Are worms conscious?
PhD
maybe partially
Alright, so if I was able to put an identical copy of a worm's brain in a computer, would it be conscious?
PhD
no
Nomad
What if the answer is no, and I managed to reinsert that brain into a biological structure, given that it's not too hard to do.
PhD
or (we don't know)
Can you step in and out of consciousness then?
PhD
whhhhat?
Isn't the fundamental distinction of biological computers the fact that they've been around for long enough to develop a perception that they're just t h e r e
Say it like this
I take a worm
It's alive
I take its brain
Now it's dead
I put the brain in a machine
It's still dead
I take the brain back into bio
It's alive????
PhD
if you manage to make it alive then, of course?
what has this got to do with what we're discussing?
Nomad
Do you realize that the worm had a conscious life during its machine status but under this scope it was dead?

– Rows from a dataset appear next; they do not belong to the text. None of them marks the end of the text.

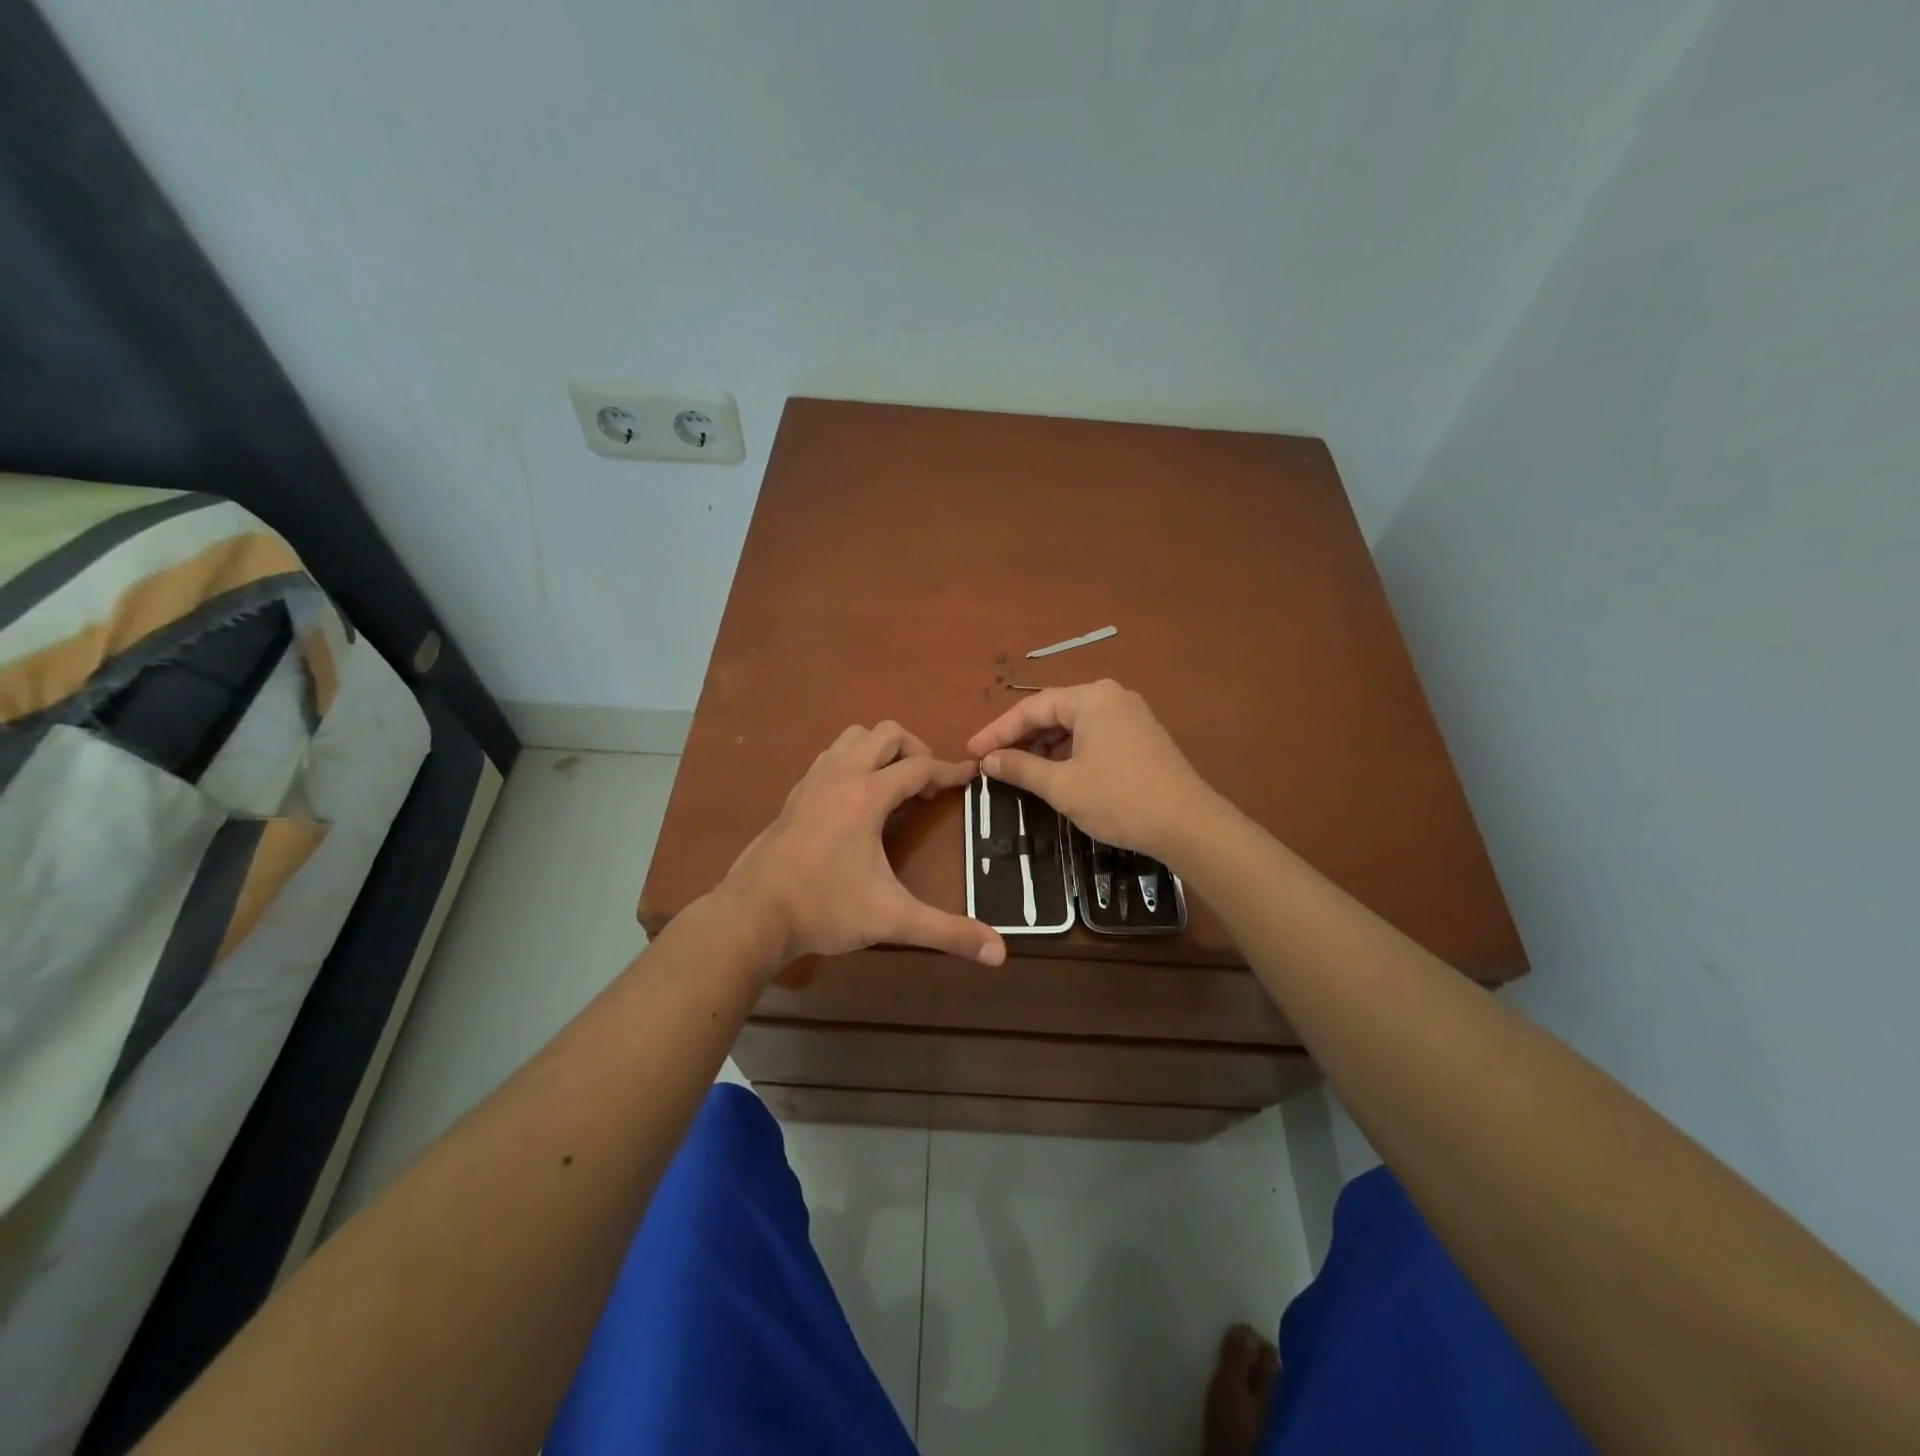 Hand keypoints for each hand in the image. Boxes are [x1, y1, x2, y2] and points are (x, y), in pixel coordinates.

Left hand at [723, 722, 1007, 970]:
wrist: (753, 913)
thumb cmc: (825, 908)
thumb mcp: (891, 919)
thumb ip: (946, 931)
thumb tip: (1000, 953)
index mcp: (867, 795)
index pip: (919, 767)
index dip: (949, 770)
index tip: (971, 776)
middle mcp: (841, 775)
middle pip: (887, 733)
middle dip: (916, 750)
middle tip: (928, 786)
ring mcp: (813, 780)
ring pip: (854, 737)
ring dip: (881, 750)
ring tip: (895, 786)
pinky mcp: (795, 793)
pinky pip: (832, 756)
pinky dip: (854, 761)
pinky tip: (858, 799)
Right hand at [966, 680, 1216, 864]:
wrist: (1188, 825)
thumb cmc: (1119, 799)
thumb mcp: (1062, 786)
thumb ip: (1020, 768)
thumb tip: (988, 761)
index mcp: (1091, 698)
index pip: (1032, 708)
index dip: (997, 731)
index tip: (972, 751)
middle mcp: (1111, 697)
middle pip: (1053, 712)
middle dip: (1021, 738)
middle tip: (991, 761)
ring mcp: (1130, 715)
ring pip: (1073, 725)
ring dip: (1044, 746)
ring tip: (1017, 770)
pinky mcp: (1140, 736)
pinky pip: (1093, 735)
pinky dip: (1068, 751)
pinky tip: (1053, 772) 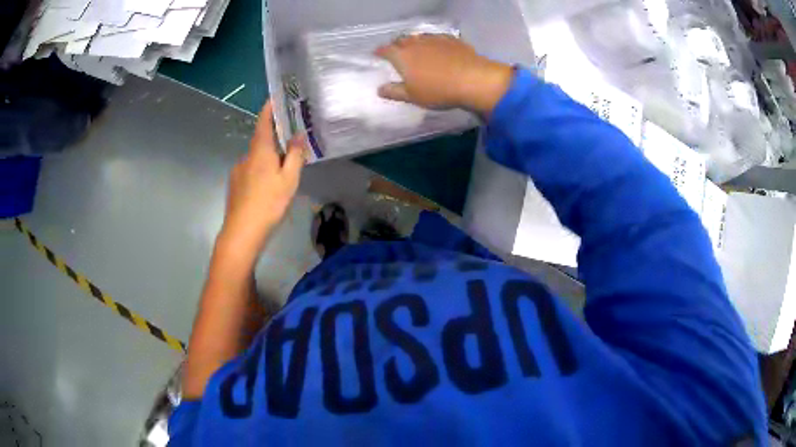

Like, what was its information processing while out of a bio body.
Is it not real?
PhD
this totally doesn't work in my worldview
Think about it, liberal.
PhD
I was thinking about that 10 years ago
Nomad
What was your conclusion
PhD
urgh, ok..
under my framework, so far:
- is the worm conscious? - the worm is a bit conscious
- take the brain from the worm - this separates things, I don't think consciousness is fully about the brain
- put that in a machine - ok then...?
- put an identical copy of the brain back in using the stored information - assuming you can make it alive, what I'm talking about has no bearing on whether or not it will become "the same worm", experience does not embed memory within it, memory comes from somewhere else (and we actually don't know where that is, but whatever)
Nomad
What else is consciousness about, if not the brain? If you don't have a processing unit to filter experience, then what are you talking about when you mention it? If a person changed in and out of this, forget a worm, and lived 7 weeks as an android, would a physical separation and reinsertion imply a window of death?
PhD
the brain is a large part, but not everything, the entire nervous system is involved.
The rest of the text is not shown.